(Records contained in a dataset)
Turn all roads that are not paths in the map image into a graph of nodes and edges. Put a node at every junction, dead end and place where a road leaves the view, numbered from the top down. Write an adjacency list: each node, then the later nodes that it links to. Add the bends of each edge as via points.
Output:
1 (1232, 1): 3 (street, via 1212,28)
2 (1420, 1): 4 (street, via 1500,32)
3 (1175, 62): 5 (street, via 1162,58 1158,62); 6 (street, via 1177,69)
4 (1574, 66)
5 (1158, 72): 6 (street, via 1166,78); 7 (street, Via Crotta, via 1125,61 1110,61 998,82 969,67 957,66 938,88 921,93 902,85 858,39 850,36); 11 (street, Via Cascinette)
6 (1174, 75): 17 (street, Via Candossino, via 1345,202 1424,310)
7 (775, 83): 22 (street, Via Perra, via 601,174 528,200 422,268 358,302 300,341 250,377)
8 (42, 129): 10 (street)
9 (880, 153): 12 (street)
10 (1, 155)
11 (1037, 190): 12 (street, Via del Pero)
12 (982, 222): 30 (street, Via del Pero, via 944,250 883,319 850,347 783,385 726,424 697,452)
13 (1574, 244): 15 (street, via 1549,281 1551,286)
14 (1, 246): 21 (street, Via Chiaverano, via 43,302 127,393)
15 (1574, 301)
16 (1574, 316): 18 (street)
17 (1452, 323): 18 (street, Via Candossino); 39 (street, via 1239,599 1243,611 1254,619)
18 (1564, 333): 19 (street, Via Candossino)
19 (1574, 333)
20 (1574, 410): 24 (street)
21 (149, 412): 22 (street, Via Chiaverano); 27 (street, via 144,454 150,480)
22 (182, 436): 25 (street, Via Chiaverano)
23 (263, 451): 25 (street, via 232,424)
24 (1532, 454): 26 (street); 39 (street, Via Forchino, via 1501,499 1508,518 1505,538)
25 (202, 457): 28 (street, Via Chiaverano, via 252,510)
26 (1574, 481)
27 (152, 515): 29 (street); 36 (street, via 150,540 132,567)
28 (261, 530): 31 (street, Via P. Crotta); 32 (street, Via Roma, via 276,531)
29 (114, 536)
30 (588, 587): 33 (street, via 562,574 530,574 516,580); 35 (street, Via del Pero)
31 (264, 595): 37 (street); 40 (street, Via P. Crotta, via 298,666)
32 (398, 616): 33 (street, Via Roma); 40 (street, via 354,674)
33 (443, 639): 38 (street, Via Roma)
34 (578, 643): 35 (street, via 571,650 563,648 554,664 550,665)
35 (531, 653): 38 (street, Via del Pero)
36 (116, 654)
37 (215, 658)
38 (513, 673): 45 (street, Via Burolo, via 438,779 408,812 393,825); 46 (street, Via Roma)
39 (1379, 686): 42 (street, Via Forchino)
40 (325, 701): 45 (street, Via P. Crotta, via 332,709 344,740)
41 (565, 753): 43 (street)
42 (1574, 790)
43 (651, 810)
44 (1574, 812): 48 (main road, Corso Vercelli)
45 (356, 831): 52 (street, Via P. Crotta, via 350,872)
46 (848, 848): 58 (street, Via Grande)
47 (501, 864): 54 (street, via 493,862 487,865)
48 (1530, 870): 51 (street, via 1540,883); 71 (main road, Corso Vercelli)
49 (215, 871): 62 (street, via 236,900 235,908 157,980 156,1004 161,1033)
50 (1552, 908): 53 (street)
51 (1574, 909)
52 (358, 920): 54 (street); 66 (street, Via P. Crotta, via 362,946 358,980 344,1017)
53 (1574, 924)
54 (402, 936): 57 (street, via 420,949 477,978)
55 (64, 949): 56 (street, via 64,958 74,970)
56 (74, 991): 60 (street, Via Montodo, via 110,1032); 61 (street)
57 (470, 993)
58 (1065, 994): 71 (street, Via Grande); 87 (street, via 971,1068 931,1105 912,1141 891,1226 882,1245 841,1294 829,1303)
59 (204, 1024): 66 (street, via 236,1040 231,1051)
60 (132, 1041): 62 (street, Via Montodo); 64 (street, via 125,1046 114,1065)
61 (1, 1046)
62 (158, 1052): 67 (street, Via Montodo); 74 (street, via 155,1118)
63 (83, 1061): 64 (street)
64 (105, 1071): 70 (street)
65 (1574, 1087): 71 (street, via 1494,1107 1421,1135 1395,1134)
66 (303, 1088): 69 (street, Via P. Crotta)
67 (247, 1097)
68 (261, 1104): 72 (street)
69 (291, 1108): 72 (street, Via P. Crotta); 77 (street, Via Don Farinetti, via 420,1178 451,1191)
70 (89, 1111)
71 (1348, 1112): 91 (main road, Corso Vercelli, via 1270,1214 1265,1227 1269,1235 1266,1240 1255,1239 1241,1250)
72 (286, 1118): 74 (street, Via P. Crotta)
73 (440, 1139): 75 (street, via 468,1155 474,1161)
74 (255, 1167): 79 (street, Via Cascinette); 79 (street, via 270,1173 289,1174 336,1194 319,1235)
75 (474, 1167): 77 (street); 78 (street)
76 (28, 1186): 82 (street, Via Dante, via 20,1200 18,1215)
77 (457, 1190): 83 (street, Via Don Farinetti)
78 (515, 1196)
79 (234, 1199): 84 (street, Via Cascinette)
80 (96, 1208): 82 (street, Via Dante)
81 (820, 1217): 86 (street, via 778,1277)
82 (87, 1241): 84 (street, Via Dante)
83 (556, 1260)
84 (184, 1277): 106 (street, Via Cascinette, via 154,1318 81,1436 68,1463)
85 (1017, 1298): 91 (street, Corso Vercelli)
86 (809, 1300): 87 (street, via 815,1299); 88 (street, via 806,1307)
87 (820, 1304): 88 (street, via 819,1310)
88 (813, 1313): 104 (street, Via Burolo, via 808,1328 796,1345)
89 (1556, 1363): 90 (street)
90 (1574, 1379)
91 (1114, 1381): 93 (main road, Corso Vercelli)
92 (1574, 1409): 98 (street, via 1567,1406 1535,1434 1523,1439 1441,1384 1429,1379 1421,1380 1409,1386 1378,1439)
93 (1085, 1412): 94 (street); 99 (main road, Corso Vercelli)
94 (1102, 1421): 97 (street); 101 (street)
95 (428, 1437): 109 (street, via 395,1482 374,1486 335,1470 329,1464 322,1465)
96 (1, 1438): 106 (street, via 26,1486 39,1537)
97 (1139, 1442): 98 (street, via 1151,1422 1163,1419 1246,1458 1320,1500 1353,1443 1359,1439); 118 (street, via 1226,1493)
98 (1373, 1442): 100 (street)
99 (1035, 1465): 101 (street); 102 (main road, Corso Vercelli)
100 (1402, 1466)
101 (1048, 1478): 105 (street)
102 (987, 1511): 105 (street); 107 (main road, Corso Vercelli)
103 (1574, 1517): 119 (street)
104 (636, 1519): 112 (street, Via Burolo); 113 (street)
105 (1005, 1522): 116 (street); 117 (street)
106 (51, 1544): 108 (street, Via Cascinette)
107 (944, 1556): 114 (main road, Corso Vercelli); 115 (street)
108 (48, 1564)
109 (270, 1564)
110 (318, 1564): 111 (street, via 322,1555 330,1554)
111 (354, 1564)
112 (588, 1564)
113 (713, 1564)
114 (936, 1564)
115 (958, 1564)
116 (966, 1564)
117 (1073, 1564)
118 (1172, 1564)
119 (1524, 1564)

Work to complete:
Go through the entries above and copy out every line that includes the word "Dante".

Solution to this problem:
76 (28, 1186): 82 (street, Via Dante, via 20,1200 18,1215)
80 (96, 1208): 82 (street, Via Dante)
82 (87, 1241): 84 (street, Via Dante)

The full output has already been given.